* **Requirement**
Write out every entry word for word.

* **Stored data**
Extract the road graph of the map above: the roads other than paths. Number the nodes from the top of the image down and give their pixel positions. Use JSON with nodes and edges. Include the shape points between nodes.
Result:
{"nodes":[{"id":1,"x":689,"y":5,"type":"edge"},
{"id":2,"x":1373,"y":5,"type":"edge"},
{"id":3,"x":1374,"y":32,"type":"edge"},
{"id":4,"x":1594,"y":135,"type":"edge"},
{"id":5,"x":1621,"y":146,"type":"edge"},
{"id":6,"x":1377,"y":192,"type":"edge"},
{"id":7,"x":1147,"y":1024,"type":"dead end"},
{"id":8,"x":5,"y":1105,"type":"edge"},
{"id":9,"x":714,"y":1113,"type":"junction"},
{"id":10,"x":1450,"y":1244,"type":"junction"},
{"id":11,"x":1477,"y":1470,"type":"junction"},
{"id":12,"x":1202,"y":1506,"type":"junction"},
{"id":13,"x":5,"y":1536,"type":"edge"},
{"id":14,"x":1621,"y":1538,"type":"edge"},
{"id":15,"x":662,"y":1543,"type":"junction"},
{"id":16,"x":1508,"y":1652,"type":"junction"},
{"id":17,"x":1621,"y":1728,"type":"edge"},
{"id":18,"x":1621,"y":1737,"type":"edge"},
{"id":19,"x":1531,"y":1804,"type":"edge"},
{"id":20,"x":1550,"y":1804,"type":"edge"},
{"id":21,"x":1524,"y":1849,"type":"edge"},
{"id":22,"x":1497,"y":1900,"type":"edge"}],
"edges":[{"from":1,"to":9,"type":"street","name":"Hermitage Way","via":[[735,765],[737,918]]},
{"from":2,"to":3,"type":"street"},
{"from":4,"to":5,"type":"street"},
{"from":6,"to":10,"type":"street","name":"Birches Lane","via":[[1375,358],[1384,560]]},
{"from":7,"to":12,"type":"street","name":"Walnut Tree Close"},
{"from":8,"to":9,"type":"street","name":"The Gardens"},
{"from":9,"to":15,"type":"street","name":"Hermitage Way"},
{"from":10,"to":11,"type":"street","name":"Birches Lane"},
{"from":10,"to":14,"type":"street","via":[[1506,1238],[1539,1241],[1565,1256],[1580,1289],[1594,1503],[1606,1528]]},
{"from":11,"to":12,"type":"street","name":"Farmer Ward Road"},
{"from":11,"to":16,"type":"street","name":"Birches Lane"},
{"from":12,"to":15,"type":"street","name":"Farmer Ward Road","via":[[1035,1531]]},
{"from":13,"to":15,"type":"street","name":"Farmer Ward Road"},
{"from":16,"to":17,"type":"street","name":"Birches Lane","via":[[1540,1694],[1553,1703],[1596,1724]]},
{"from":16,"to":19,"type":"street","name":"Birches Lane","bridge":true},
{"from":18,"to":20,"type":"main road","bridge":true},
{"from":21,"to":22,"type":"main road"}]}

* **Solved problem**
Extract the road graph of the map above: the roads other than paths. Number the nodes from the top of the image down and give their pixel positions. Use JSON with nodes and edges. Include the shape points between nodes.
Result:
{"nodes":[{"id":1,"x":689,"y":5,"type":"edge"},
{"id":2,"x":1373,"y":5,"type":"edge"},
{"id":3,"x":1374,"y":32,"type":"edge"},
{"id":4,"x":1594,"y":135,"type":"edge"},
{"id":5,"x":1621,"y":146,"type":"edge"},
{"id":6,"x":1377,"y":192,"type":"edge"},
{"id":7,"x":1147,"y":1024,"type":"dead end"},
{"id":8,"x":5,"y":1105,"type":"edge"},
{"id":9,"x":714,"y":1113,"type":"junction"},
{"id":10,"x":1450,"y":1244,"type":"junction"},
{"id":11,"x":1477,"y":1470,"type":"junction"},
{"id":12,"x":1202,"y":1506,"type":"junction"},
{"id":13,"x":5,"y":1536,"type":"edge"},
{"id":14,"x":1621,"y":1538,"type":"edge"},
{"id":15,"x":662,"y":1543,"type":"junction"},
{"id":16,"x":1508,"y":1652,"type":"junction"},
{"id":17,"x":1621,"y":1728,"type":"edge"},
{"id":18,"x":1621,"y":1737,"type":"edge"},
{"id":19,"x":1531,"y":1804,"type":"edge"},
{"id":20,"x":1550,"y":1804,"type":"edge"},
{"id":21,"x":1524,"y":1849,"type":"edge"},
{"id":22,"x":1497,"y":1900,"type":"edge"}],
"edges":[{"from":1,"to":9,"type":"street","name":"Hermitage Way","via":[[735,765],[737,918]]},
{"from":2,"to":3,"type":"street"},
{"from":4,"to":5,"type":"street"},
{"from":6,"to":10,"type":"street","name":"Birches Lane","via":[[1375,358],[1384,560]]},
{"from":7,"to":12,"type":"street","name":"Walnut Tree Close"},
{"from":8,"to":9,"type":"street","name":"The Gardens"},
{"from":9,"to":15,"type":"street","name":"Hermitage Way"},
{"from":10,"to":11,"type":"street","name":"Birches Lane"},
{"from":10,"to":14,"type":"street","via":[[1506,1238],[1539,1241],[1565,1256],[1580,1289],[1594,1503],[1606,1528]]},
{"from":11,"to":12,"type":"street","name":"Farmer Ward Road"},
{"from":11,"to":16,"type":"street","name":"Birches Lane"},
{"from":12,"to":15,"type":"street","name":"Farmer Ward Road","via":[[1035,1531]]},
{"from":13,"to":15,"type":"street","name":"Farmer Ward Road"},
{"from":16,"to":17,"type":"street","name":"Birches Lane","via":[[1540,1694],[1553,1703],[1596,1724]]},
{"from":16,"to":19,"type":"street","name":"Birches Lane","bridge":true},
{"from":18,"to":20,"type":"main road","bridge":true},
{"from":21,"to":22,"type":"main road"}]}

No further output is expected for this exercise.